Would you say that most patients come to see you long after they should have?
Dr. Shrader: That's probably true. They usually look back after they have their joint replacement and wish they had done it sooner, but they do need to go through a mental adjustment phase in order to move forward with having a joint replacement, which I respect.

What kind of pain should people not ignore?
Dr. Shrader: Any time there's an injury and the pain doesn't start to get better after a few days, it's good to have it checked out. Pain that makes it hard to sleep or keeps you from living your normal life should also be taken seriously. Range of motion issues also need to be looked at by a doctor. For example, a locked knee can be caused by something that is loose or torn in the knee. If we don't get to that within about seven to ten days, then it can be very difficult to rehabilitate the knee because it gets stuck and stiff, and you can't get that motion back.

Should people see an orthopedic surgeon before seeing a physical therapist?
Dr. Shrader: Most therapists that I know are not overly aggressive. When they have a sense that something is not right, they'll refer the patient to us. It's not foolproof to see a physical therapist first because they don't do the imaging that we do, but I think there are very good physical therapists out there that can treat straightforward conditions very well.

Do you ever see patients who have had the wrong diagnosis?
Dr. Shrader: A lot of my patients come from general doctors who diagnosed the patient correctly. The doctors send them to me so they can have specialized care aimed at getting the patients back as close to 100% of normal as possible. That's the real advantage to being treated by an orthopedic surgeon. It doesn't mean you need surgery. You're just in the hands of someone who is in tune with your problem and has a ton of experience helping people a lot like you.

What do you say to people who need surgery but are scared of it?
Dr. Shrader: Being scared to have surgery is so normal that if someone isn't scared I start to wonder what else is going on with them! To help people understand what's going to happen to them, I spend some time explaining things to them. The more knowledge and understanding they have, the more comfortable they feel about undergoing surgery.

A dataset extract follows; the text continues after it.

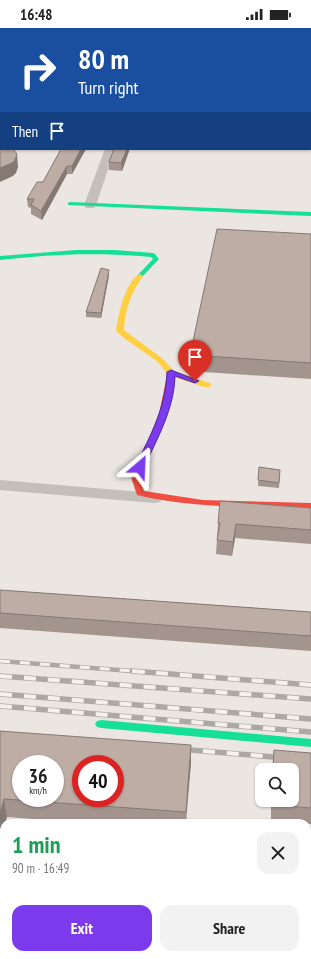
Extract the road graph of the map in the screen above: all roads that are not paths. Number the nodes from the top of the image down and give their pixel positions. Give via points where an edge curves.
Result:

Sometimes surgeons can become somewhat cavalier about it because they are in the operating room so often. To effectively counter that, I put myself in my patients' shoes. I remember that each patient is someone's child or mother or brother, and I care for them like they were my own family.

What other courses of treatment do you recommend to patients who are not surgery candidates?
Dr. Shrader: Physical therapy and medications are usually the keys to treating things non-surgically. There are also injections we can give to help alleviate some of the discomfort, but those are mostly for knees. Hip arthritis is difficult to treat with physical therapy but shoulders and sports injuries respond well to it.

Does age have anything to do with considering surgery?
Dr. Shrader: It's part of looking at each patient as a whole, but no one is turned away or expected to have surgery purely based on their age. It is true in general that as people age they are more likely to have heart disease or pulmonary issues that would make them too high risk to have surgery. In those cases I find ways to avoid it. A fracture is something that usually requires surgery no matter the age of the patient. Elective surgeries are another story. I have a ninety-two-year-old patient who is in great health and likes to walk his dog every day. He's still married to his wife and they're both active. He broke his hip, so I fixed that and he healed fine. He also needed a knee replacement, and I was able to do that for him, too. I'm not worried about him because he's doing great and has a healthy lifestyle with all the walking he does. It's important that people are able to walk, or their health really suffers. It makes me happy to be able to restore something so vital to my patients.